*** Begin section ***

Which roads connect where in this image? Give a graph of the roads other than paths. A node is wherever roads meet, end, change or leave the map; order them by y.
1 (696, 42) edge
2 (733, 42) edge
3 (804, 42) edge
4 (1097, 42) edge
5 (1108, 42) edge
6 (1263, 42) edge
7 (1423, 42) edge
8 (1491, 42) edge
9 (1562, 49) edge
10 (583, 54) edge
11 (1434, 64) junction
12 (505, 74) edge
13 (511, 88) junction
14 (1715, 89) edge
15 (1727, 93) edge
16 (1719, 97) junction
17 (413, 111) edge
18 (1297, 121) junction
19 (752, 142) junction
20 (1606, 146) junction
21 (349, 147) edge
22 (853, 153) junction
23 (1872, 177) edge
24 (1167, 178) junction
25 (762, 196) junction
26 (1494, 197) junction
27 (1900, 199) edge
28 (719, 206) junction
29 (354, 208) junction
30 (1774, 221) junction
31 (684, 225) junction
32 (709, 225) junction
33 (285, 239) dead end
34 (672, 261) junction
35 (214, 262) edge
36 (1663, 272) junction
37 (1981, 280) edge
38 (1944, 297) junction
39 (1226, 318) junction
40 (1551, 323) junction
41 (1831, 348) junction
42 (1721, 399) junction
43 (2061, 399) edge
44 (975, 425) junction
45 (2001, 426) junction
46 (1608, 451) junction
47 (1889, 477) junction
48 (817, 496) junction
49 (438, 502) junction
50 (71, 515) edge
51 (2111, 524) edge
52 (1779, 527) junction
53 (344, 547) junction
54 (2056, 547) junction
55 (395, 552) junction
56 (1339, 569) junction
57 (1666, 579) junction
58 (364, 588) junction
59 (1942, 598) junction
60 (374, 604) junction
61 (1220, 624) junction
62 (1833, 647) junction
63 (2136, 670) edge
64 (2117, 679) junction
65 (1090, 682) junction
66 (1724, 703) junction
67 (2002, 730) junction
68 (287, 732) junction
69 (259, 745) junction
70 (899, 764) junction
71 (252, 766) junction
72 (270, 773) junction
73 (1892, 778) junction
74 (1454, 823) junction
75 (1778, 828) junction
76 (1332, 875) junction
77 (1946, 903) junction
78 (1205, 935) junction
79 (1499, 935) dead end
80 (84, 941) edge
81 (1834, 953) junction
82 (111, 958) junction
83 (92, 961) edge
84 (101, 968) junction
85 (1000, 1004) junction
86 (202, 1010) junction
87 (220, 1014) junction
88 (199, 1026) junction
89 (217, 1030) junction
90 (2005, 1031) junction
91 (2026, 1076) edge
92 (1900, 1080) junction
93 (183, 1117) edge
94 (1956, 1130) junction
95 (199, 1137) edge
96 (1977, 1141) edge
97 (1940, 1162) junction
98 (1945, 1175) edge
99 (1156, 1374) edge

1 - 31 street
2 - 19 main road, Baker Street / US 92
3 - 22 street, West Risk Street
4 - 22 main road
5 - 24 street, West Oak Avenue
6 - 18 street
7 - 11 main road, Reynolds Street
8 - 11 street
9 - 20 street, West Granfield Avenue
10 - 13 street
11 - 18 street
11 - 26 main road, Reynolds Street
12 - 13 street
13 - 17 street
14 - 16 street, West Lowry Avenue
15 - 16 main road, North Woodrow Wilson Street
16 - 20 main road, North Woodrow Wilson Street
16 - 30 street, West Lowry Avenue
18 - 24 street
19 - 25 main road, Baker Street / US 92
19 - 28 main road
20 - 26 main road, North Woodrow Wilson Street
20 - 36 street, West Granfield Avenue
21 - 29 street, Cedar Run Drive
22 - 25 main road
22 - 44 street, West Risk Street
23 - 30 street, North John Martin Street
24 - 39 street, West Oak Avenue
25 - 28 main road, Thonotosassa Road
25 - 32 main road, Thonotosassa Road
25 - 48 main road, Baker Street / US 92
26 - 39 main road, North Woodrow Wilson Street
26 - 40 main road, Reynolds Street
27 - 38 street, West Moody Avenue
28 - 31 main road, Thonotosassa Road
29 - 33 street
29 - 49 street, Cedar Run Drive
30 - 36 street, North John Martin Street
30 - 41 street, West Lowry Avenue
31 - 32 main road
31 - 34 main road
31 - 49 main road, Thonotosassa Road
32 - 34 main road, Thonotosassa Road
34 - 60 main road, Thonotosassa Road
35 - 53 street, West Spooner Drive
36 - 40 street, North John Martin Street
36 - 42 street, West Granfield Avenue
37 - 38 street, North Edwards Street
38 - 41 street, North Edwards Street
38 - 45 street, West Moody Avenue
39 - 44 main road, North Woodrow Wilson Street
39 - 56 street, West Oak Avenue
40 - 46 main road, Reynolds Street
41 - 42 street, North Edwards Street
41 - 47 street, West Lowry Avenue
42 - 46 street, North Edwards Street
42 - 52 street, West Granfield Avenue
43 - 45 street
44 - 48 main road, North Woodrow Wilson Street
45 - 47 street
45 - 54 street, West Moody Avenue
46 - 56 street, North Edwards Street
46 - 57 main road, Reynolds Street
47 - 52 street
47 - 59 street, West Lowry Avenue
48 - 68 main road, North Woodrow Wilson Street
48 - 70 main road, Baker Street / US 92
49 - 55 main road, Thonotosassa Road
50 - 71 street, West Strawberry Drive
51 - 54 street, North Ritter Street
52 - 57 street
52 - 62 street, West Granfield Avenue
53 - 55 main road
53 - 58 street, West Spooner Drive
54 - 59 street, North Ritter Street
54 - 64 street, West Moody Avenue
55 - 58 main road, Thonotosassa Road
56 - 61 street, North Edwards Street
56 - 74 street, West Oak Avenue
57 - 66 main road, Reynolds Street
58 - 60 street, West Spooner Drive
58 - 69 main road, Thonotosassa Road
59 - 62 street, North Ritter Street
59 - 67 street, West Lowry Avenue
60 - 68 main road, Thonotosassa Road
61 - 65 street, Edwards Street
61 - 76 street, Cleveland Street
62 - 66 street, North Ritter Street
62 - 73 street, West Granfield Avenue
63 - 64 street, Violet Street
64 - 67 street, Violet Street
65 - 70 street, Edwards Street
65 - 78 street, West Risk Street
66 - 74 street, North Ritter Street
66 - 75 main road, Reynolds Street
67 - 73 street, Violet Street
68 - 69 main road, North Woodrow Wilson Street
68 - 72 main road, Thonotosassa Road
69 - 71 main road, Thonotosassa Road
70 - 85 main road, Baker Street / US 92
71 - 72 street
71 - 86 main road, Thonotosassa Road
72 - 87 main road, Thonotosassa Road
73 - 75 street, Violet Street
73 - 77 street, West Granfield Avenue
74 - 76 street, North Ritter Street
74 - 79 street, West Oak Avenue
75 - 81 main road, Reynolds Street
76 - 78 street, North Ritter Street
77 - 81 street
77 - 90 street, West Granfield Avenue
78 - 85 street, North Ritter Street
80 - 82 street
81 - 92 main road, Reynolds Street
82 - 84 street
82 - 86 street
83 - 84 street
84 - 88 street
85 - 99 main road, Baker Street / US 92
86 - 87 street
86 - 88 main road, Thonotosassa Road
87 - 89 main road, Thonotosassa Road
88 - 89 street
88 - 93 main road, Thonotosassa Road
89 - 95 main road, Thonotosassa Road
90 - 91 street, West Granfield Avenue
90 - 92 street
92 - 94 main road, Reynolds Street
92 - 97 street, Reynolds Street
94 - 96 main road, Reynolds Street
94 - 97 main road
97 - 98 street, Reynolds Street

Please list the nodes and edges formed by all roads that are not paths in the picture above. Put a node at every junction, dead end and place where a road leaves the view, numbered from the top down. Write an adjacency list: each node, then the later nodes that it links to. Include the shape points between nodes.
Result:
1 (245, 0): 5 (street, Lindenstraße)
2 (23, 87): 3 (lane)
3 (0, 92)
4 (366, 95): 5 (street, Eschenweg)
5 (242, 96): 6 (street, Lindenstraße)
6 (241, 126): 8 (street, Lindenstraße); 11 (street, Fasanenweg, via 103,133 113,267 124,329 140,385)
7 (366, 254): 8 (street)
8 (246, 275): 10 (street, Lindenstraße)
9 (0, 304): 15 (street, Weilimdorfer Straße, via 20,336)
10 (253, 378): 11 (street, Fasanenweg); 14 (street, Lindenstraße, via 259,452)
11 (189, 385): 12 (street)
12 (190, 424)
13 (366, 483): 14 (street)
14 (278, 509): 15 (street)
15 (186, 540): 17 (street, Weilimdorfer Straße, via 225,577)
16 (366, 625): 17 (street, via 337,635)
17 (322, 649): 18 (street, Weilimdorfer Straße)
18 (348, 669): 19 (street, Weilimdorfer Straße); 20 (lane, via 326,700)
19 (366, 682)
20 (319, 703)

*** End section ***

* Your instructions:
Every line from the one containing "Please list the" through the last line of the entries above must be output exactly. Leave the rest out.

* Exercise result:
Please list the nodes and edges formed by all roads that are not paths in the picture above. Put a node at every junction, dead end and place where a road leaves the view, numbered from the top down. Write an adjacency list: each node, then the later nodes that it links to. Include the shape points between nodes.
Result:
1 (245, 0): 5 (street, Lindenstraße)
2 (23, 87): 3 (lane)
3 (0, 92)
4 (366, 95): 5 (street, Eschenweg)
5 (242, 96): 6 (street, Lindenstraße)
6 (241, 126): 8 (street, Lindenstraße); 11 (street, Fasanenweg, via 103,133 113,267 124,329 140,385)
7 (366, 254): 8 (street)
8 (246, 275): 10 (street, Lindenstraße)
9 (0, 304): 15 (street, Weilimdorfer Straße, via 20,336)
10 (253, 378): 11 (street, Fasanenweg); 14 (street, Lindenstraße, via 259,452)
11 (189, 385): 12 (street)
12 (190, 424)
13 (366, 483): 14 (street)
14 (278, 509): 15 (street)
15 (186, 540): 17 (street, Weilimdorfer Straße, via 225,577)
16 (366, 625): 17 (street, via 337,635)
17 (322, 649): 18 (street, Weilimdorfer Straße)
18 (348, 669): 19 (street, Weilimdorfer Straße); 20 (lane, via 326,700)
19 (366, 682)
20 (319, 703)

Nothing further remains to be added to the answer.